== DATA FOR PROCESSING ==
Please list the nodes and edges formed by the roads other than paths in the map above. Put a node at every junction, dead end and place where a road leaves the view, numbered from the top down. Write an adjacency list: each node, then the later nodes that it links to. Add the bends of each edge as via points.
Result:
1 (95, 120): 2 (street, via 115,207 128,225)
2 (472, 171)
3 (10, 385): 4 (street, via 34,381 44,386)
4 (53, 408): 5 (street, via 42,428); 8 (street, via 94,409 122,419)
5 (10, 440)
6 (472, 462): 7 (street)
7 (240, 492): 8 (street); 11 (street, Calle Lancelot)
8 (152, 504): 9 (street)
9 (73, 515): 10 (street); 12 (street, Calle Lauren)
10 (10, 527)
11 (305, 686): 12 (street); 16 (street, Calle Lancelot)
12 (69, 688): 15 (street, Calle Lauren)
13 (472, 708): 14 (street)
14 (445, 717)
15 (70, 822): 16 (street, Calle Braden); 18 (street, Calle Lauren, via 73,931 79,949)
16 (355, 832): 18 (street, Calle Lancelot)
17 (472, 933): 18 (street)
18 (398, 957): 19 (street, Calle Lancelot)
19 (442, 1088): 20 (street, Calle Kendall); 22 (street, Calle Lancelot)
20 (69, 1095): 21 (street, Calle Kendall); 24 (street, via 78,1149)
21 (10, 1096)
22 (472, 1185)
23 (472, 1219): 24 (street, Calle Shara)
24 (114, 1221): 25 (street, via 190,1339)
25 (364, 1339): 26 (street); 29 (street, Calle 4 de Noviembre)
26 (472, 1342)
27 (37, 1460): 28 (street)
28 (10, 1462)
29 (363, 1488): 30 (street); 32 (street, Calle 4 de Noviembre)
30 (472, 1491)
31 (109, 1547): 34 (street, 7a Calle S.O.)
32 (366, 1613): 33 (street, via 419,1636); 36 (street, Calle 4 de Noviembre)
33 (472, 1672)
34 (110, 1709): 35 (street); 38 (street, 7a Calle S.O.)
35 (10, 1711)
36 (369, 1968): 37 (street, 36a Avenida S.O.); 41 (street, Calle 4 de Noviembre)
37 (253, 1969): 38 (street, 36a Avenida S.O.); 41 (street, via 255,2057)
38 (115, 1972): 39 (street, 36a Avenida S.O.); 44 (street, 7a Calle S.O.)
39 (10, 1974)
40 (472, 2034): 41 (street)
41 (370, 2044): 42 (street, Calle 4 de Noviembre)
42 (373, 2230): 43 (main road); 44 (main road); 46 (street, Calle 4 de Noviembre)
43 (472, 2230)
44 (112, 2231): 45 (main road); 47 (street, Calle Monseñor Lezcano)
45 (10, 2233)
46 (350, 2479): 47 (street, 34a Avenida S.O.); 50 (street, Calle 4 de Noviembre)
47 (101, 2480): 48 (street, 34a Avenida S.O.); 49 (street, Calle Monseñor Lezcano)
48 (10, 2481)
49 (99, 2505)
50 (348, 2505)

...

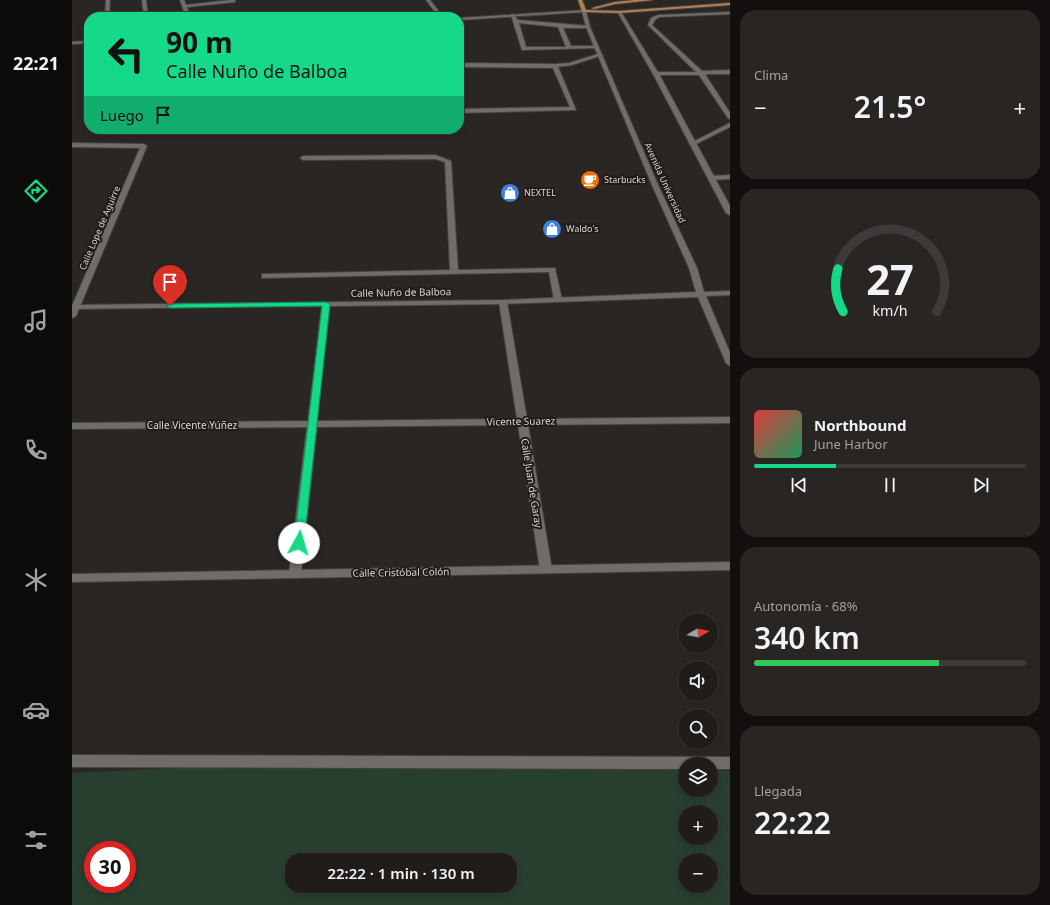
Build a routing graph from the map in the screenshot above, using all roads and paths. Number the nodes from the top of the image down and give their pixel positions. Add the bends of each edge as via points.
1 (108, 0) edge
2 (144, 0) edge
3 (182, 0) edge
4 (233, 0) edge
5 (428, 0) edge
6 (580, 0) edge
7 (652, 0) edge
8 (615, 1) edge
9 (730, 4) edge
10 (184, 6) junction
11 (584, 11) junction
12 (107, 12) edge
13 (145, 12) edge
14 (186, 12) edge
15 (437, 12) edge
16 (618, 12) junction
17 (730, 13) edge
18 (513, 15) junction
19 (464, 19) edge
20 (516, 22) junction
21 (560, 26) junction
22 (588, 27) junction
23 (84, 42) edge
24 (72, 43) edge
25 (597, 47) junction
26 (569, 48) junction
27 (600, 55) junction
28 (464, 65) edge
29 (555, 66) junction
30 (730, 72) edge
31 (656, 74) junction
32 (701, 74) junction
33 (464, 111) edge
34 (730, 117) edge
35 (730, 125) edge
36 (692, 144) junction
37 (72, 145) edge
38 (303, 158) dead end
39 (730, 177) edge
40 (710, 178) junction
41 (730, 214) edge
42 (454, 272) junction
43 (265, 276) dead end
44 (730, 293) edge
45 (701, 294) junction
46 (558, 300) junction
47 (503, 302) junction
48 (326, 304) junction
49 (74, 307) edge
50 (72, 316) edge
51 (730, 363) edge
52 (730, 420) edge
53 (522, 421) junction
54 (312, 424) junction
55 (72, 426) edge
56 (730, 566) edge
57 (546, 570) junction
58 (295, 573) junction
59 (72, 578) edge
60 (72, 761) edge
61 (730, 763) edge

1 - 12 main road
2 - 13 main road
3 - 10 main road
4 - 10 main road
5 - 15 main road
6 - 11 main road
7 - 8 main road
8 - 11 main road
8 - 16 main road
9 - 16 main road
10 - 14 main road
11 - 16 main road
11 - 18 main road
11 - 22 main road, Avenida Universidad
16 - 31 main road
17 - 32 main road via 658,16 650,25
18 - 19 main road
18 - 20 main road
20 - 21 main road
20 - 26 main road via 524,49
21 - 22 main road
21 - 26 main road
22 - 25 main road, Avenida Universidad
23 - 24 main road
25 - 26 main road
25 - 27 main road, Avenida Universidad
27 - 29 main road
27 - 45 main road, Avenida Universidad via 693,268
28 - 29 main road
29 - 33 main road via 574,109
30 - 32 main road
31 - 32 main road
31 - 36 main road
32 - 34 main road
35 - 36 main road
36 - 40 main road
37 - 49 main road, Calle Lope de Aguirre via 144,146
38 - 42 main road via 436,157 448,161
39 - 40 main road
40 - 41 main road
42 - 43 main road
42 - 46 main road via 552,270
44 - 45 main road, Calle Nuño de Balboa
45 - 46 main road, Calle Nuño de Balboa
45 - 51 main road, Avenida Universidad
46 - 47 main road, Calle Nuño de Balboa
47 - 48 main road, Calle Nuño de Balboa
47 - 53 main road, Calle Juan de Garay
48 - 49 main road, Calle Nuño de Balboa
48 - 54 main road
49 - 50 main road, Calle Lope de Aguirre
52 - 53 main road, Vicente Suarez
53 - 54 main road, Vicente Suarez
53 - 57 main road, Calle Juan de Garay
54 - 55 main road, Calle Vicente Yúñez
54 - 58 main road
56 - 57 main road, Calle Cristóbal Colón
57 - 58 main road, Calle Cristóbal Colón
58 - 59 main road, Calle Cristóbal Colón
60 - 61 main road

== PROBLEM DETAILS ==
Each line above that contains the string "Noviembre" should be copied.

== OUTPUT FOR THIS TASK ==
25 (364, 1339): 26 (street); 29 (street, Calle 4 de Noviembre)
29 (363, 1488): 30 (street); 32 (street, Calle 4 de Noviembre)
32 (366, 1613): 33 (street, via 419,1636); 36 (street, Calle 4 de Noviembre)
36 (369, 1968): 37 (street, 36a Avenida S.O.); 41 (street, Calle 4 de Noviembre)
41 (370, 2044): 42 (street, Calle 4 de Noviembre)
42 (373, 2230): 43 (main road); 44 (main road); 46 (street, Calle 4 de Noviembre)
46 (350, 2479): 47 (street, 34a Avenida S.O.); 50 (street, Calle 4 de Noviembre)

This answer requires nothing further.